+++ MATERIAL FOR THIS EXERCISE +++
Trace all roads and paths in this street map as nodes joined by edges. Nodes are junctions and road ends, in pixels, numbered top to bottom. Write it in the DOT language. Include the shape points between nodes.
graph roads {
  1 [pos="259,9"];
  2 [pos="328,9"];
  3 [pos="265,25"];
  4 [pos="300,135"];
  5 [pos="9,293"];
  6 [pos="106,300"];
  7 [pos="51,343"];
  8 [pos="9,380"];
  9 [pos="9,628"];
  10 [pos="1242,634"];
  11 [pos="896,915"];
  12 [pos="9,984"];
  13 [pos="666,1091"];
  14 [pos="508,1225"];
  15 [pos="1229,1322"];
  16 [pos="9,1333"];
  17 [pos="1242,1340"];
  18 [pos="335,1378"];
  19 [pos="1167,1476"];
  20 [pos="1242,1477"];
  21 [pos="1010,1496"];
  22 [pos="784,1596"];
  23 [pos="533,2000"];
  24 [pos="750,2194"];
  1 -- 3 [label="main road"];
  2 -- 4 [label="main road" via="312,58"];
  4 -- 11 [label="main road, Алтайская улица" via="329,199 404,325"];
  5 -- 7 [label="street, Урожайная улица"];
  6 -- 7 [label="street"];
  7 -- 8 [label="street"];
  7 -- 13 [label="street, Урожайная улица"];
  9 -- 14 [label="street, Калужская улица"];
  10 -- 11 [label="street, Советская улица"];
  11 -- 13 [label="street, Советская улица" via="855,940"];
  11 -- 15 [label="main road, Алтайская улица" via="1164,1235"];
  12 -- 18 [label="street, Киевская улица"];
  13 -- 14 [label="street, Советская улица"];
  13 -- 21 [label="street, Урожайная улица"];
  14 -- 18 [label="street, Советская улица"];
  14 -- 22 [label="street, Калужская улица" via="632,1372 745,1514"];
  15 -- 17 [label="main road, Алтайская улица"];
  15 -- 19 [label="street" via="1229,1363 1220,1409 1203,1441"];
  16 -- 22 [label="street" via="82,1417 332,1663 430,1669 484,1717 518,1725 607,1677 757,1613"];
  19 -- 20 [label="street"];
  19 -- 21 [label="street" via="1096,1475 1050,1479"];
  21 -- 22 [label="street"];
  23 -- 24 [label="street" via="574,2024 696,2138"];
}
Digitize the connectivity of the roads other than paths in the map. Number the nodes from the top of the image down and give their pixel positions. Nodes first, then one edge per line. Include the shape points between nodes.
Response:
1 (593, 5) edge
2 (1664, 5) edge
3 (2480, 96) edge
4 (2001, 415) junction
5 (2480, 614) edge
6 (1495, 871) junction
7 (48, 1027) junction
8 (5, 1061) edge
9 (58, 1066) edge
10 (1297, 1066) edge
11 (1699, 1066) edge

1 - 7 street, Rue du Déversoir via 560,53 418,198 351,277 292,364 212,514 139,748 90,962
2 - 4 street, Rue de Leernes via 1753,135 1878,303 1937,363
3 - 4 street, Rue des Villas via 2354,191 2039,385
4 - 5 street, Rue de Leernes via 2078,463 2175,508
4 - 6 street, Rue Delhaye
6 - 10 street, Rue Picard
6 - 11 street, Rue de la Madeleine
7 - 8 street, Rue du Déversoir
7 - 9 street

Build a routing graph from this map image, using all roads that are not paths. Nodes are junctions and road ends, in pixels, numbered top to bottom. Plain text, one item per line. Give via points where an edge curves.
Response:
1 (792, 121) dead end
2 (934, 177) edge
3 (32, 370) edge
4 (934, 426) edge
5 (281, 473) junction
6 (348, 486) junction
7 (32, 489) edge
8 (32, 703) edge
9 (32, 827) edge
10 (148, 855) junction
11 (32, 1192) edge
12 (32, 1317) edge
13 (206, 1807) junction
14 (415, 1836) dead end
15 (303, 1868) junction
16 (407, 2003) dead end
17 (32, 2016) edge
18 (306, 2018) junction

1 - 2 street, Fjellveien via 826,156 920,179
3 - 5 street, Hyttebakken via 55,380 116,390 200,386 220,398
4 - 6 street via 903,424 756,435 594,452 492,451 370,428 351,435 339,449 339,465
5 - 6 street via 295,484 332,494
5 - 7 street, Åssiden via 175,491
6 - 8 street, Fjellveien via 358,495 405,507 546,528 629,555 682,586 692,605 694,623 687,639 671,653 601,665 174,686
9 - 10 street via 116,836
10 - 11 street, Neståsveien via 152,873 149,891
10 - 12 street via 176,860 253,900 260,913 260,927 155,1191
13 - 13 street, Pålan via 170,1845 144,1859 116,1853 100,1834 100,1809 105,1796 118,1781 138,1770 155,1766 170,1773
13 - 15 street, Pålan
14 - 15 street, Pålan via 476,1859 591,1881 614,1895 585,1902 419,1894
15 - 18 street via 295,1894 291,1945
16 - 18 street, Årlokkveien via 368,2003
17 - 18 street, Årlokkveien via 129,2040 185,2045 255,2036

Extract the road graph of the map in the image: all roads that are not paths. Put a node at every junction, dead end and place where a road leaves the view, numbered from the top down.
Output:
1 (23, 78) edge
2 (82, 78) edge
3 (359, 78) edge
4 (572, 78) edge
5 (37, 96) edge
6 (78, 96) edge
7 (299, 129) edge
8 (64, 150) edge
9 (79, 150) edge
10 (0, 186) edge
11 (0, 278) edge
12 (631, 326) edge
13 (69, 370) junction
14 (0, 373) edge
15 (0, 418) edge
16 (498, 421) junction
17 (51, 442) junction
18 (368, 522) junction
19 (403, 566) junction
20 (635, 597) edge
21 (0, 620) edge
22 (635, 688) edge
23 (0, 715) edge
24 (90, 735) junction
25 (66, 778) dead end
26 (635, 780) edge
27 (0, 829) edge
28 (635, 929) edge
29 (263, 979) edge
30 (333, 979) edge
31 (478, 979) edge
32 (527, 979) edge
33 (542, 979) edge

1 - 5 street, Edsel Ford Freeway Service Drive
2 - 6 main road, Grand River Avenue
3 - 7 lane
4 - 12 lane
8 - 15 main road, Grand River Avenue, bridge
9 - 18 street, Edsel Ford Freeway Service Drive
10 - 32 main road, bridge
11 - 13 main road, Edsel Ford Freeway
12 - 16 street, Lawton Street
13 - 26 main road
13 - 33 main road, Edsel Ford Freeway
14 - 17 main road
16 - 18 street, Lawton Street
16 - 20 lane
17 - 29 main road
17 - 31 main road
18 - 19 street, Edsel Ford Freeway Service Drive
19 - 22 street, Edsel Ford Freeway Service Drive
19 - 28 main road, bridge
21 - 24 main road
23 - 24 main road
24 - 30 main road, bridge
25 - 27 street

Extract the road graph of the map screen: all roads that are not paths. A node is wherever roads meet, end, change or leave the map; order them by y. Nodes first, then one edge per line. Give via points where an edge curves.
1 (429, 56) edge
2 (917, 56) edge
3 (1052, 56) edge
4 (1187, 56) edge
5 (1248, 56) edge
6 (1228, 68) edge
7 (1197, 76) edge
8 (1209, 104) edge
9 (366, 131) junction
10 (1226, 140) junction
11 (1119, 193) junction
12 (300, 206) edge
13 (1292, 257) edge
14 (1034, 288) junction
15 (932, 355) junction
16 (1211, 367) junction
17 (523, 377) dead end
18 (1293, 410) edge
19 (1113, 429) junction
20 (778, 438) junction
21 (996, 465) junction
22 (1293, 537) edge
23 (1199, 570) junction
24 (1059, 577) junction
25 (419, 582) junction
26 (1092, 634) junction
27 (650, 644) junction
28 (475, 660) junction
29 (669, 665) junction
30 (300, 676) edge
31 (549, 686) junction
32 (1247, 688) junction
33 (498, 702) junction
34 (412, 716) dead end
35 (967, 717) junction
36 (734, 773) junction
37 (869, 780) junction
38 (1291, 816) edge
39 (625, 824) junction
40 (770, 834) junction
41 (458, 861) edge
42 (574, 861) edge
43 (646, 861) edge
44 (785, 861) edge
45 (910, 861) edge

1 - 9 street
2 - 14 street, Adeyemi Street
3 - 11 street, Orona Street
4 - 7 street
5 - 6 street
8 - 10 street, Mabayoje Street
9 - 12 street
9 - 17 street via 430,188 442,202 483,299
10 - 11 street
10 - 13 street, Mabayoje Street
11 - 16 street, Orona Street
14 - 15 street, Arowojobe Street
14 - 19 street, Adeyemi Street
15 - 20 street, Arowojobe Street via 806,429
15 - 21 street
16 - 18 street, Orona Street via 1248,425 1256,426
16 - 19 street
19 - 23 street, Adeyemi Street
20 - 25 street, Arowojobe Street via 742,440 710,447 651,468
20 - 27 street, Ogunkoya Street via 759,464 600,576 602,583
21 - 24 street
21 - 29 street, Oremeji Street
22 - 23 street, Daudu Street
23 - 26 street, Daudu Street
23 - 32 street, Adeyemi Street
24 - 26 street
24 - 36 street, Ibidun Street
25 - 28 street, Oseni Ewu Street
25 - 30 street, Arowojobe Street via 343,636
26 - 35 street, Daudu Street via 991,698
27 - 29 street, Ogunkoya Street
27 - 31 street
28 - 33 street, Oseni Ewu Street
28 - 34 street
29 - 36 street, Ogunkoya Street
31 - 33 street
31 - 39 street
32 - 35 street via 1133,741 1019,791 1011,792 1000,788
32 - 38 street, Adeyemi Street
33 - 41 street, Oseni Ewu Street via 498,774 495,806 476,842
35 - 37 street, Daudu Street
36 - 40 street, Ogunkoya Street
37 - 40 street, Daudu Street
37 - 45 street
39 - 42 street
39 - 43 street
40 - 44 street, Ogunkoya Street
+++
Identify the lines of the entries containing the string "Grand". Copy each such line.

# RESULT FOR THIS EXERCISE
2 - 6 main road, Grand River Avenue
8 - 15 main road, Grand River Avenue, bridge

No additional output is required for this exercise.